Tuesday 29th November 2016
The Sinking Titanic: International Seabed Authority and Mining the Common Heritage of Humankind
NGOs and civil society from Papua New Guinea and around the world challenge the development of regulations for deep sea mining by the International Seabed Authority (ISA). Their call for a ban on this frontier industry highlights the need for debate on progressing deep sea mining when alternatives are available.
Natalie Lowrey, Deep Sea Mining campaign stated, “The development of regulations for deep sea mining is akin to loading more passengers onto a sinking Titanic. Report after report demonstrate that the world’s oceans are already on the brink of peril. Recent research from the MIDAS consortium indicates a concrete risk that deep sea mining would lead to serious irreversible harm. The ISA is paving the way for yet another assault upon our oceans – an unprecedented and unnecessary assault.”
The Deep Sea Mining campaign made a joint submission to the ISA on the draft framework for the regulation of deep sea mining in May 2015. The submission highlighted that decisions on deep sea mining should be underpinned by implementation of the Precautionary Principle, achieving Free Prior and Informed Consent (FPIC), and gaining broad civil society support.
“Our current submission reflects our disappointment that these critical elements have been ignored in the draft regulations now produced by the ISA. Without them there should be a complete ban on deep sea mining”, continued Ms Lowrey.
The call for a ban on deep sea mining reflects the views of communities in Papua New Guinea and across the Pacific. Opposition to deep sea mining throughout the Pacific is strong and growing.

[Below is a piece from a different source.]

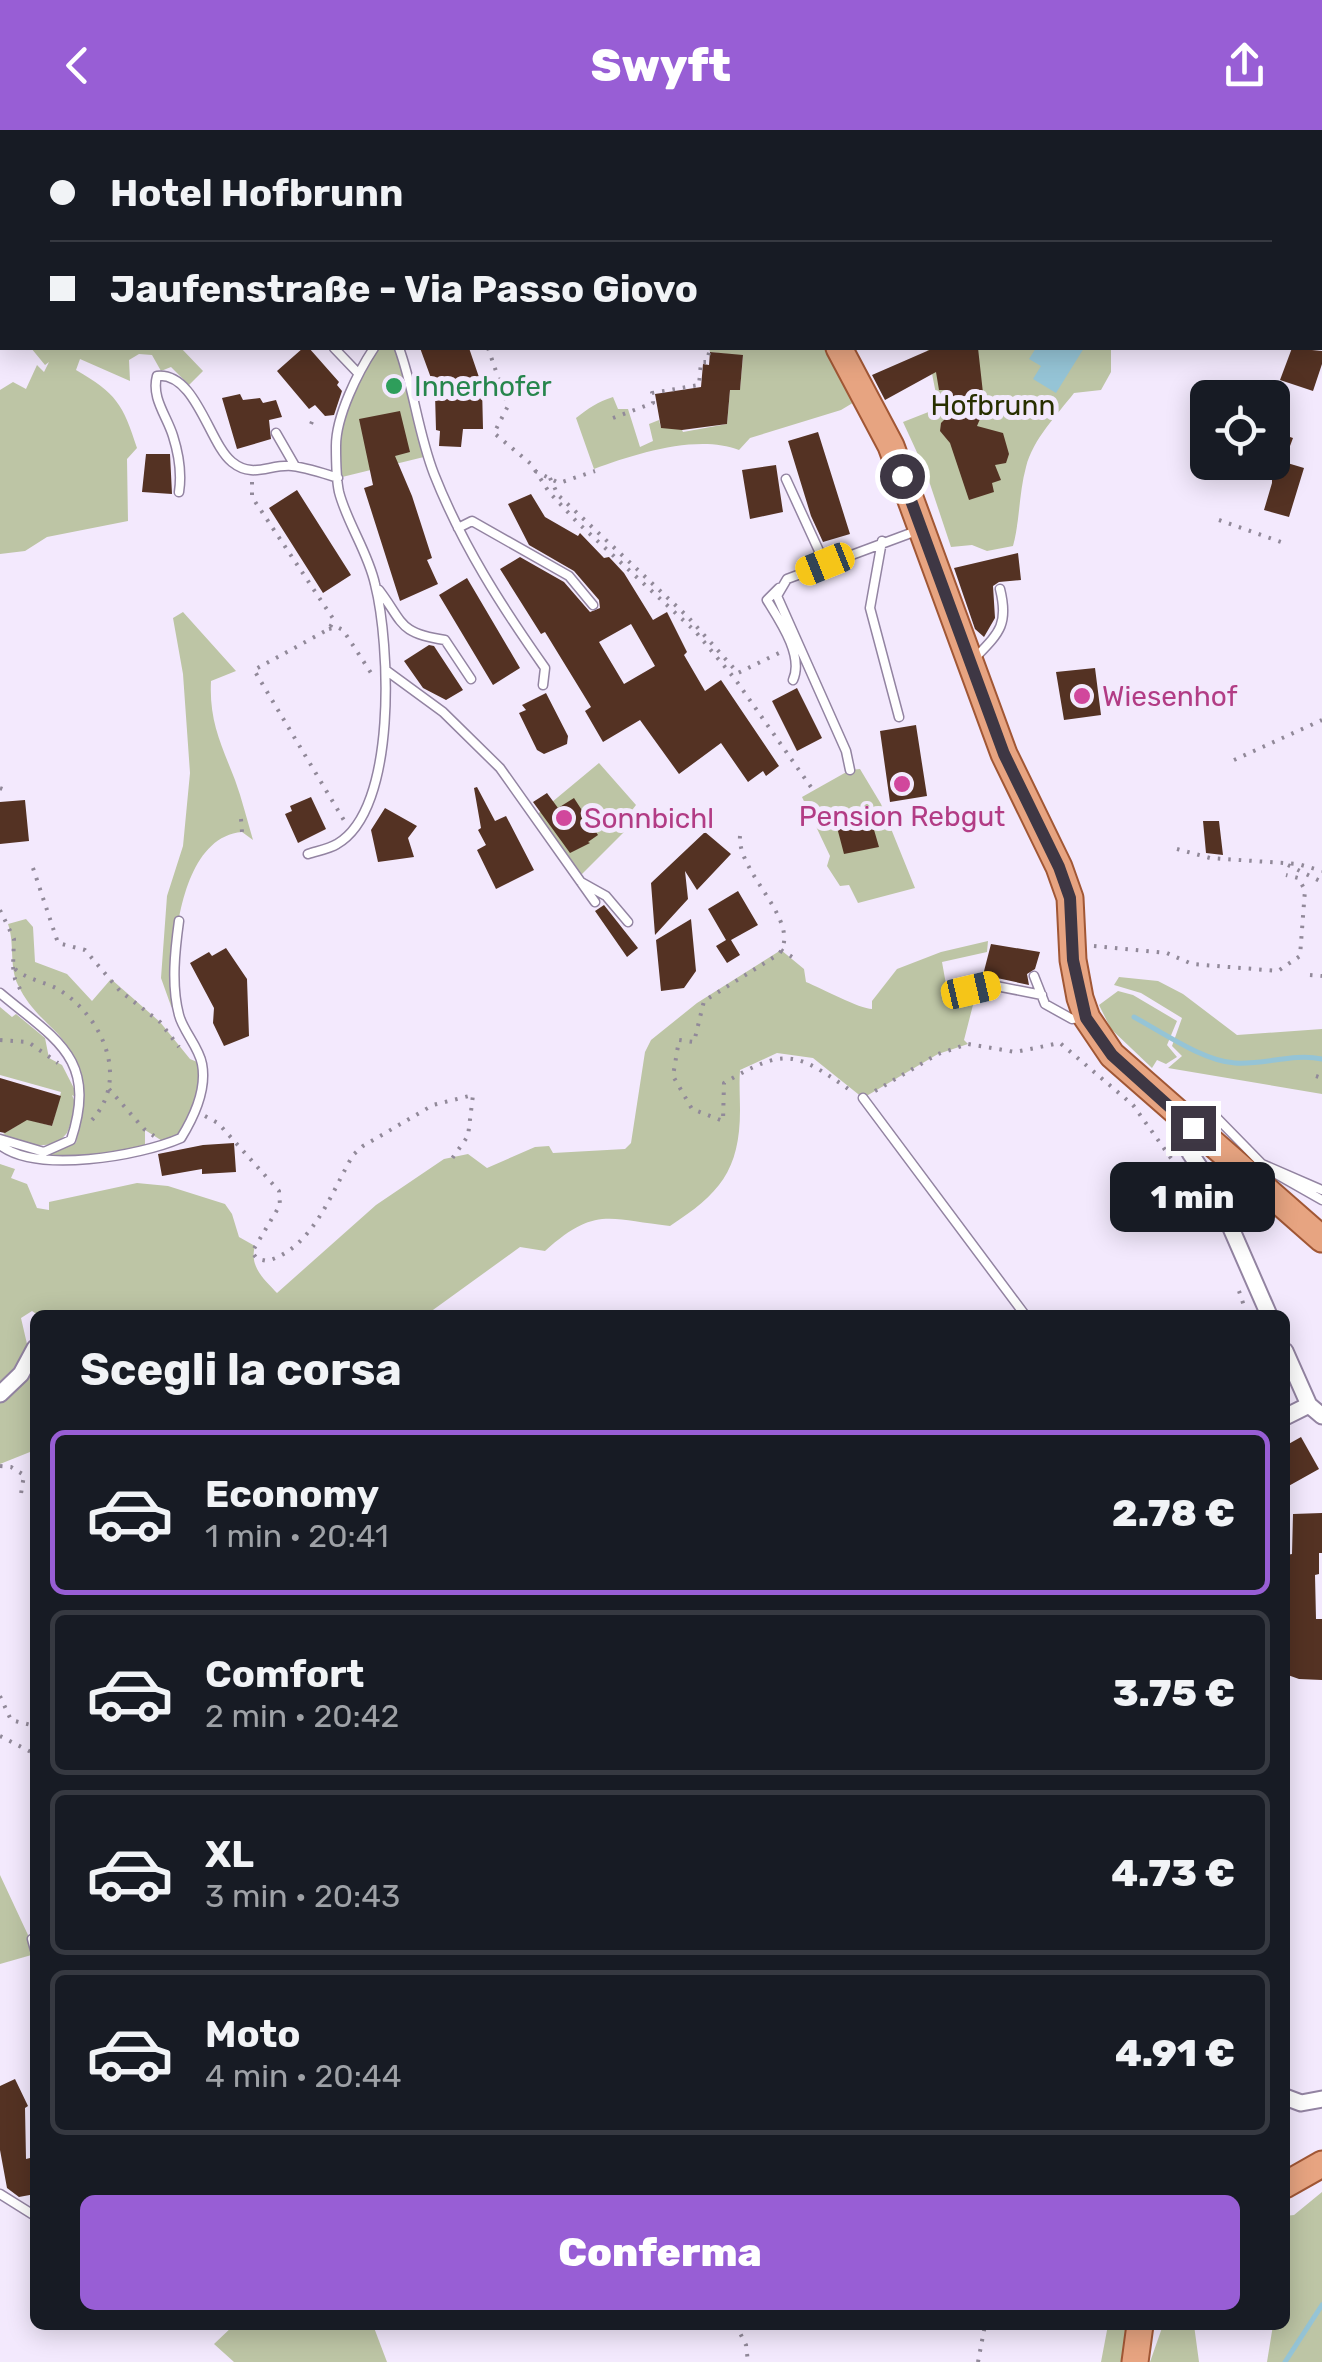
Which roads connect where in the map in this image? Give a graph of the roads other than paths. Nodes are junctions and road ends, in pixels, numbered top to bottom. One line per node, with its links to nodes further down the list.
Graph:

Christina Tony, from the Bismarck Ramu Group in PNG said, “The oceans are part of our Common Heritage. The ISA’s prime mandate is to protect the deep sea (Article 145, UNCLOS). Where is the discussion on needs-based mining vs profit-based mining?”
“In Papua New Guinea and across the Pacific we do not see experimental seabed mining as a need for our communities nor a benefit for humankind as a whole. In PNG, and across the world, we already have plenty of land based mines and they have plenty of problems.”
“Enough is enough!” stated Jonathan Mesulam from the Alliance of Solwara Warriors. “People from the Pacific are custodians of the world’s largest oceans and it is these oceans that connect everyone in the Pacific. The oceans are as important as land as sources of food and livelihoods, they are of strong cultural and spiritual importance. Experimental seabed mining threatens this.”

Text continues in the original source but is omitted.